In 2012, Gerretsen was elected to represent the City of Kingston on the Association of Municipalities of Ontario (AMO) Board of Directors. As a member of the Large Urban Mayor's Caucus of Ontario (LUMCO), Gerretsen worked with municipal leaders across Ontario advocating for increased investments in local infrastructure and affordable housing.

Gerretsen gained some notoriety in 2013 when he voiced his displeasure regarding the street partying that occurs during Queen's University's Homecoming. The event had taken a five-year hiatus due to rowdy behaviour and significant costs to the municipality for policing and clean up, and Gerretsen had reservations about the event's return. Gerretsen visited Aberdeen Street that weekend to assess the situation. He tweeted directly to Queen's Principal Daniel Woolf: “I am standing at William and Aberdeen.
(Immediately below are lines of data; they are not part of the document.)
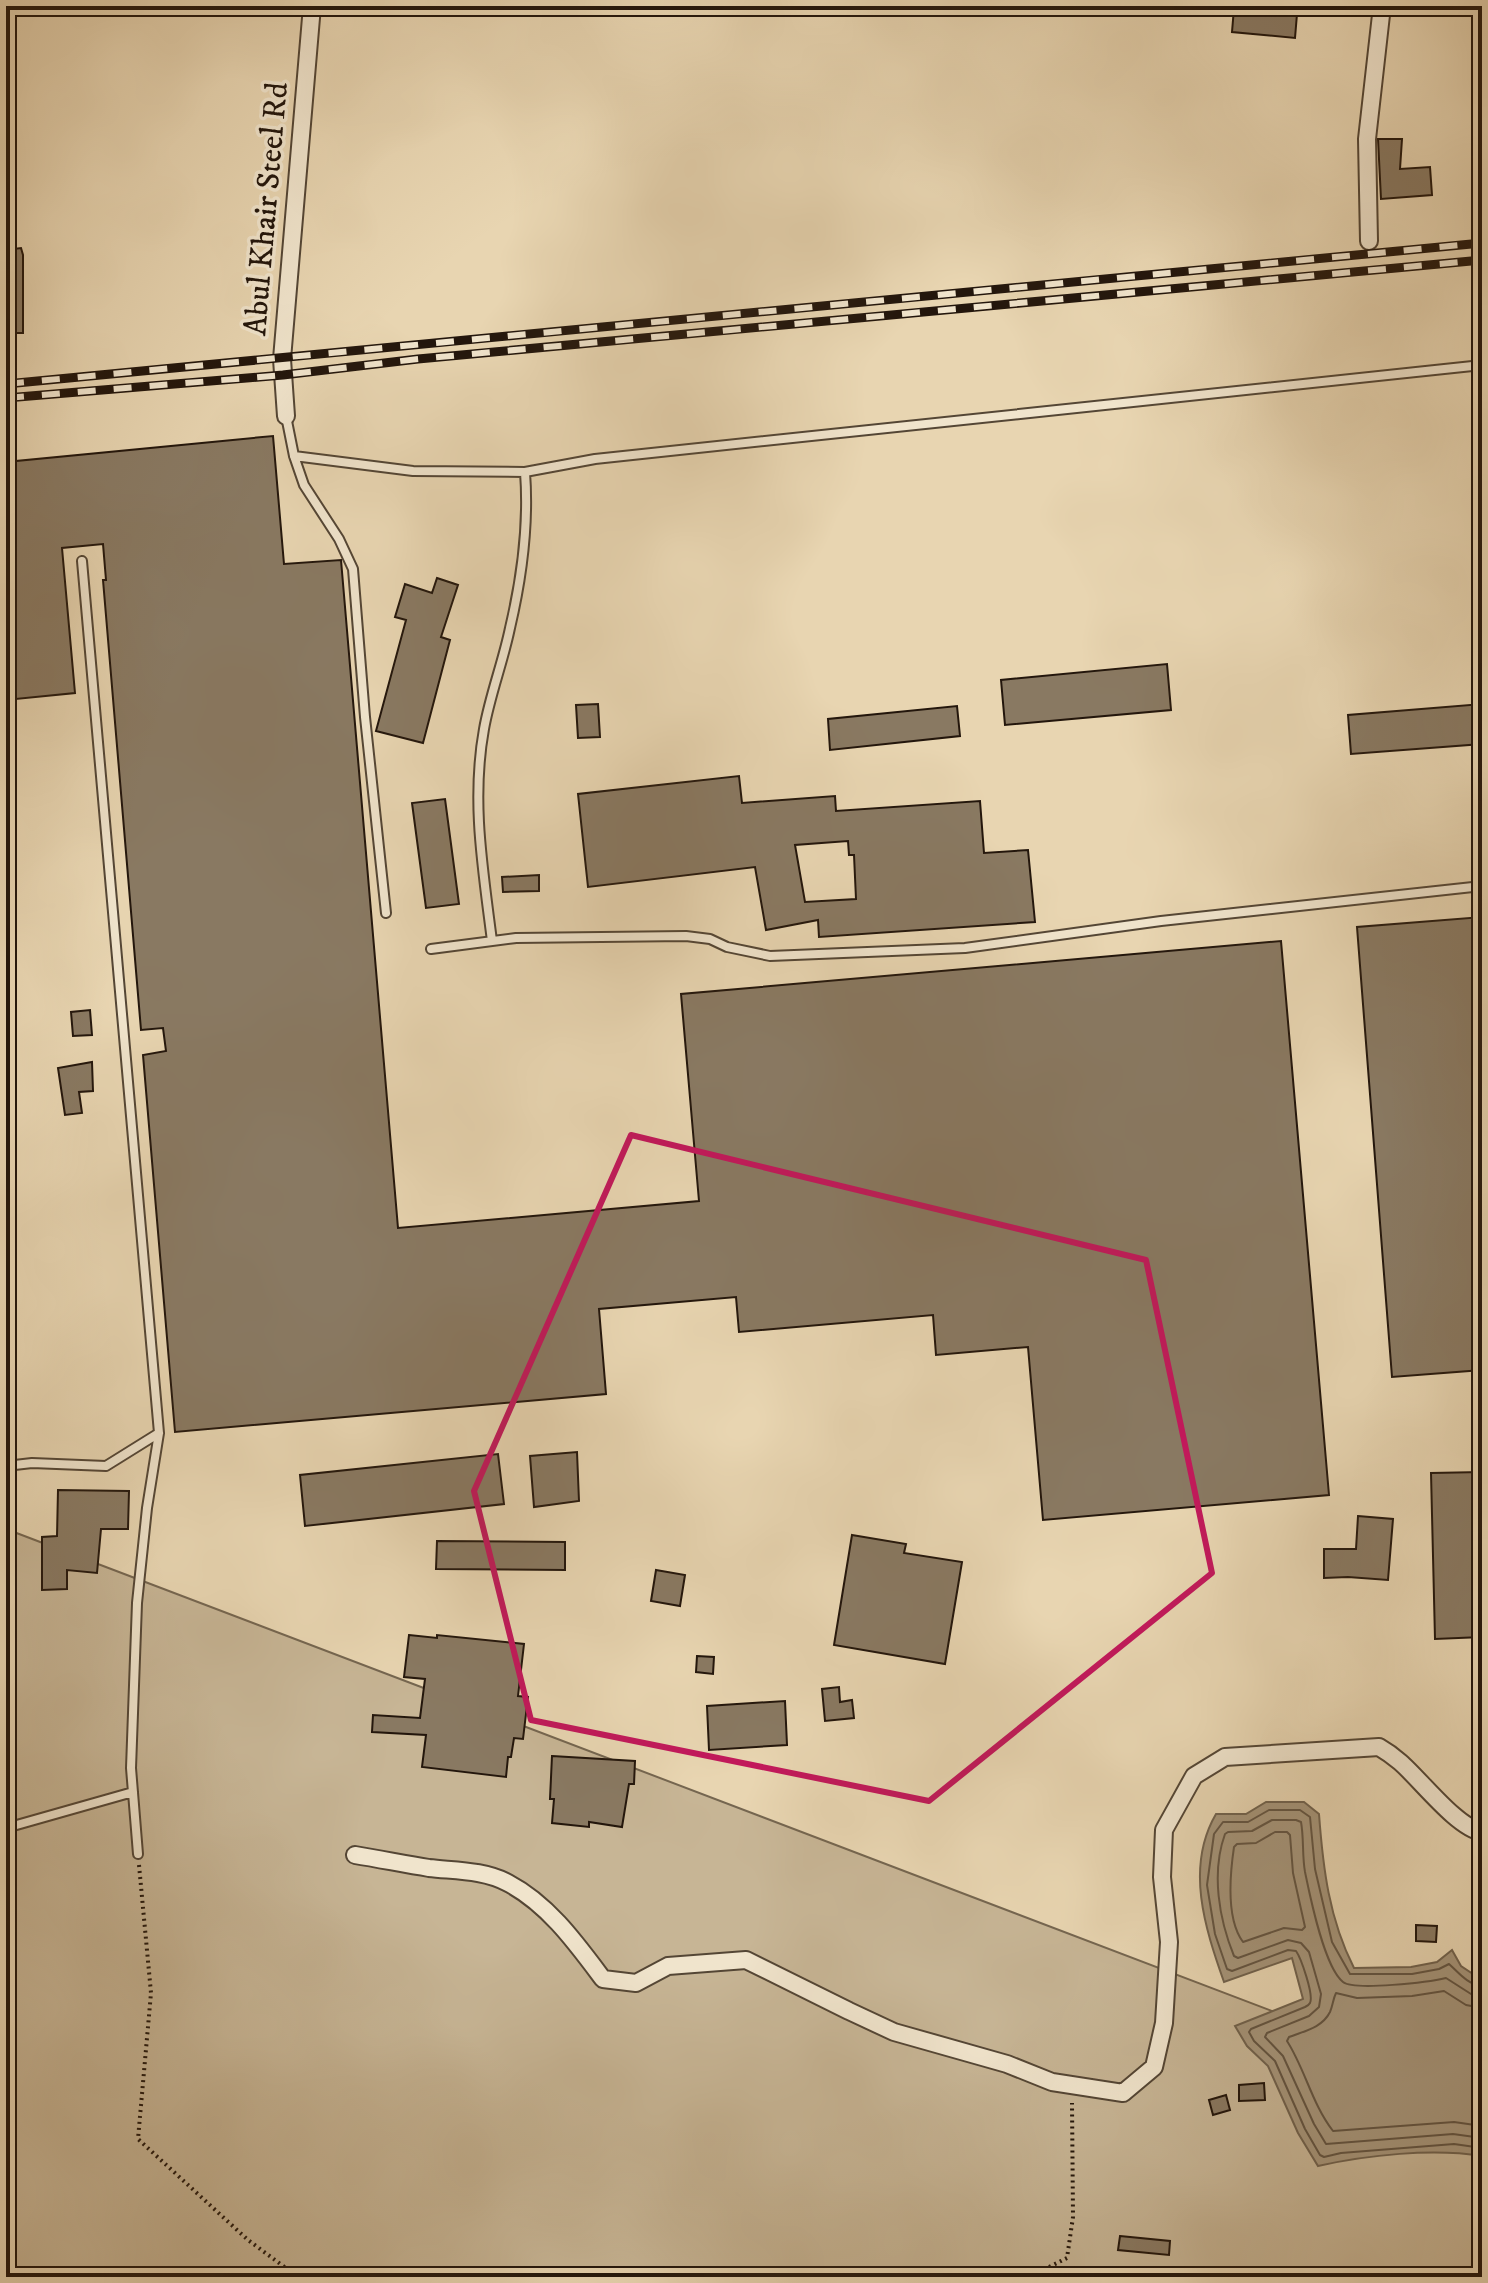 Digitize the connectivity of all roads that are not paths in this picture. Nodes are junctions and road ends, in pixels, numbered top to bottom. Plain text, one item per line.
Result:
1 (312, 6) edge
2 (1382, 6) edge
3 (1369, 241) dead end
4 (1482, 365) edge
5 (286, 416) joint
6 (294, 456) junction
7 (525, 472) junction
8 (82, 561) dead end
9 (1482, 886) edge
10 (386, 913) dead end
11 (492, 941) junction
12 (431, 949) dead end
13 (159, 1433) junction
14 (6, 1466) edge
15 (133, 1792) junction
16 (6, 1828) edge
17 (1482, 1832) edge
18 (138, 1854) road end
19 (355, 1855) dead end

1 - 5 street, Abul Khair Steel Rd
2 - 3 street
4 - 7 lane
5 - 6 lane
6 - 7 lane
6 - 10 lane
7 - 11 lane
8 - 13 lane
9 - 11 lane
11 - 12 lane
13 - 14 lane
13 - 15 lane
15 - 16 lane
15 - 18 lane
17 - 19 street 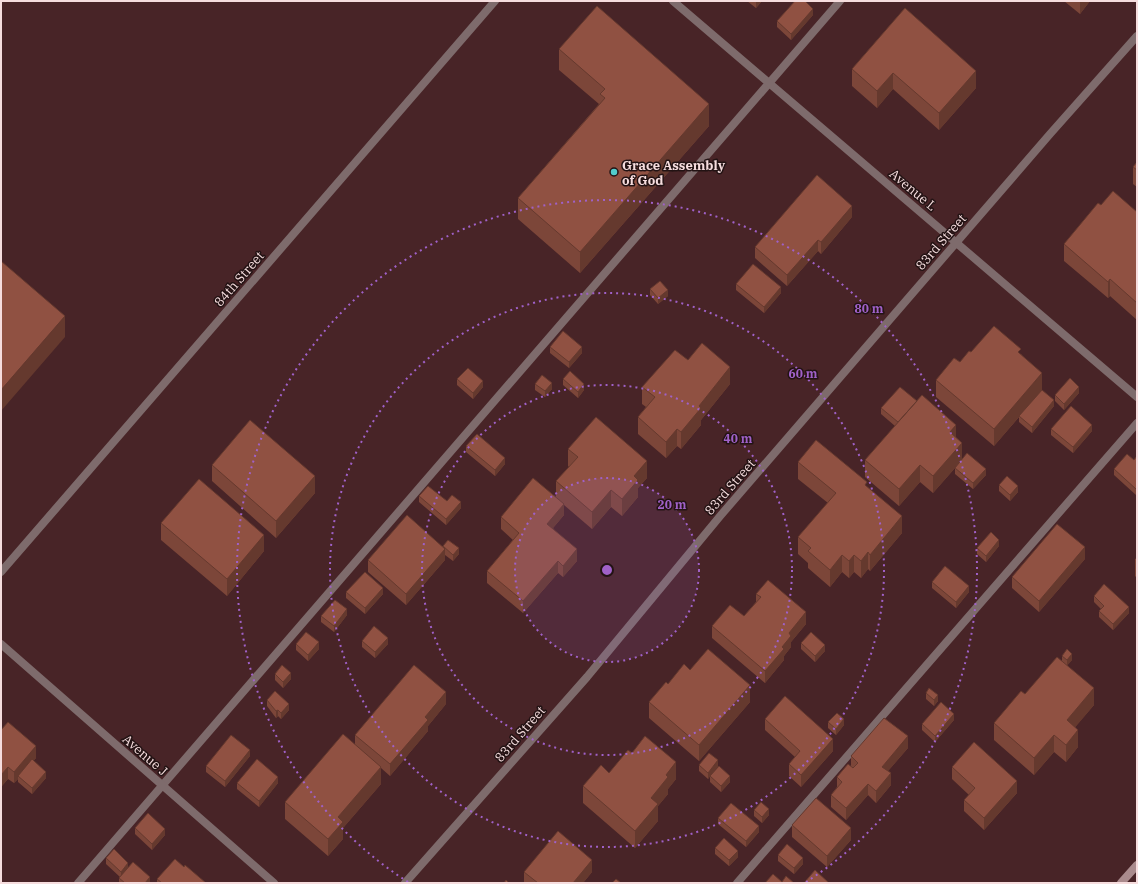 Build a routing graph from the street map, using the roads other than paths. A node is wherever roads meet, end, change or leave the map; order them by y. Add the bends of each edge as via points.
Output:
1 (495, 1) edge
2 (673, 1) edge
3 (840, 1) edge
4 (1137, 36) edge
5 (770, 83) junction
6 (957, 242) junction
7 (1137, 397) edge
8 (1137, 423) edge
9 (1, 572) edge
10 (1, 644) edge
11 (162, 785) junction
12 (1137, 865) edge
13 (78, 883) edge
14 (274, 883) edge
15 (405, 883) edge
16 (737, 883) edge
17 (1121, 883) edge

1 - 9 street, 84th Street
2 - 5 street, Avenue L
3 - 5 street
4 - 6 street, 83rd Street
5 - 6 street, Avenue L
5 - 11 street
6 - 7 street, Avenue L
6 - 15 street, 83rd Street via 726,509 587,677
8 - 16 street
10 - 11 street, Avenue J
11 - 13 street
11 - 14 street, Avenue J
12 - 17 main road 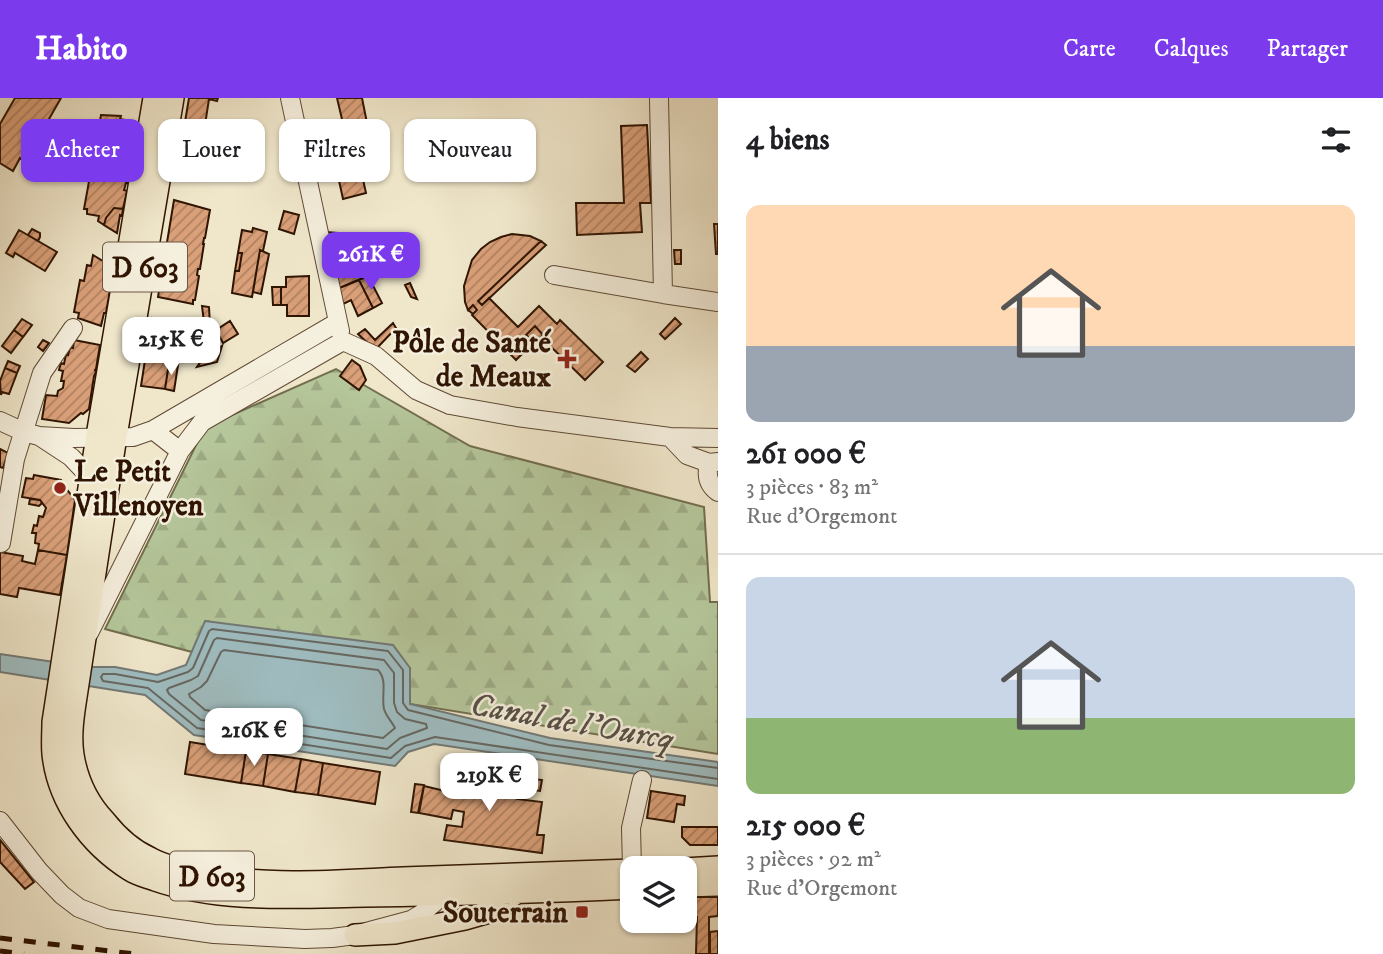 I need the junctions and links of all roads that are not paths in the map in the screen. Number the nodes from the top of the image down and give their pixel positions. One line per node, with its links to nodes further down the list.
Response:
1 (154, 98): 14 (main road, D 603)
2 (173, 98): 14 (main road, D 603)
3 (290, 98): 8 (street)
4 (659, 98): 6 (street)
5 (554, 275): 6 (street)
6 (663, 294): 7 (street)
7 (718, 302)
8 (338, 322): 10 (street); 12 (street)
9 (73, 328): 13 (street)
10 (343, 341): 16 (street); 17 (street)
11 (0, 421): 13 (street)
12 (153, 430): 14 (street); 17 (street)
13 (31, 434): 14 (street); 19 (street); 21 (street)
14 (107, 436): 19 (main road, D 603); 22 (main road, D 603)
15 (717, 437): 16 (street)
16 (670, 438): 18 (street)
17 (180, 451): 22 (street)
18 (713, 463): 20 (street)
19 (91, 478): 22 (main road, D 603)
20 (718, 492)
21 (1, 543)
22 (76, 639): 23 (main road, D 603)
23 (66, 695): 31 (main road, D 603); 36 (main road, D 603)
24 (642, 780): 26 (street)
25 (0, 821): 37 (street)
26 (632, 856)
27 (718, 867): 28 (main road)
28 (697, 868)
29 (620, 870): 30 (main road)
30 (596, 871): 31 (main road); 36 (street)
31 (469, 885): 35 (main road, D 603); 36 (main road, D 603)
32 (718, 885): 33 (main road)
33 (697, 886)
34 (620, 889): 35 (main road, D 603)
35 (516, 894): 37 (main road)
36 (435, 895): 37 (street)
37 (355, 936)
I have two words for you: NOT GOOD”. The “NOT GOOD” phrase was, in turn, used by Queen's University students and publicized in a number of memes at the Mayor's expense.

Federal politics 
Gerretsen was first elected as a Member of Parliament in the 2015 federal election, replacing first-term Liberal MP Ted Hsu, who chose not to seek re-election. Gerretsen defeated Conservative candidate Andy Brooke by over 21,000 votes and earned 55.37% of the ballots cast.

In his first term in federal office, Gerretsen served on the Standing Committee for National Defense, and was elected as Chair of the Ontario Liberal Caucus. Gerretsen was also a member of the Standing Committee on the Environment and Sustainable Development for two and a half years.

Throughout 2015–2019, Gerretsen was able to obtain federal funding for many initiatives in Kingston and the Islands. Some of these investments included $1 million for Breakwater Park and Gord Downie Pier, $42 million for public transit, $31 million for new ferry vessels and $60 million for the Third Crossing.

Gerretsen's Private Members Bill, Bill C-243, The National Maternity Assistance Program Strategy, aimed to introduce amendments to the Employment Insurance Act to create a national maternity assistance program for women who are unable to work during their pregnancy and was based on the first-hand experience of a constituent in his riding. Gerretsen's Private Members Bill was introduced to the House of Commons on February 26, 2016. After passing second and third reading in Parliament, on October 26 and June 14, 2017, respectively, Gerretsen's Private Members Bill was brought to the Senate for first reading on June 14, 2017. When Parliament dissolved in the summer of 2019, Bill C-243 was at the Senate for third reading.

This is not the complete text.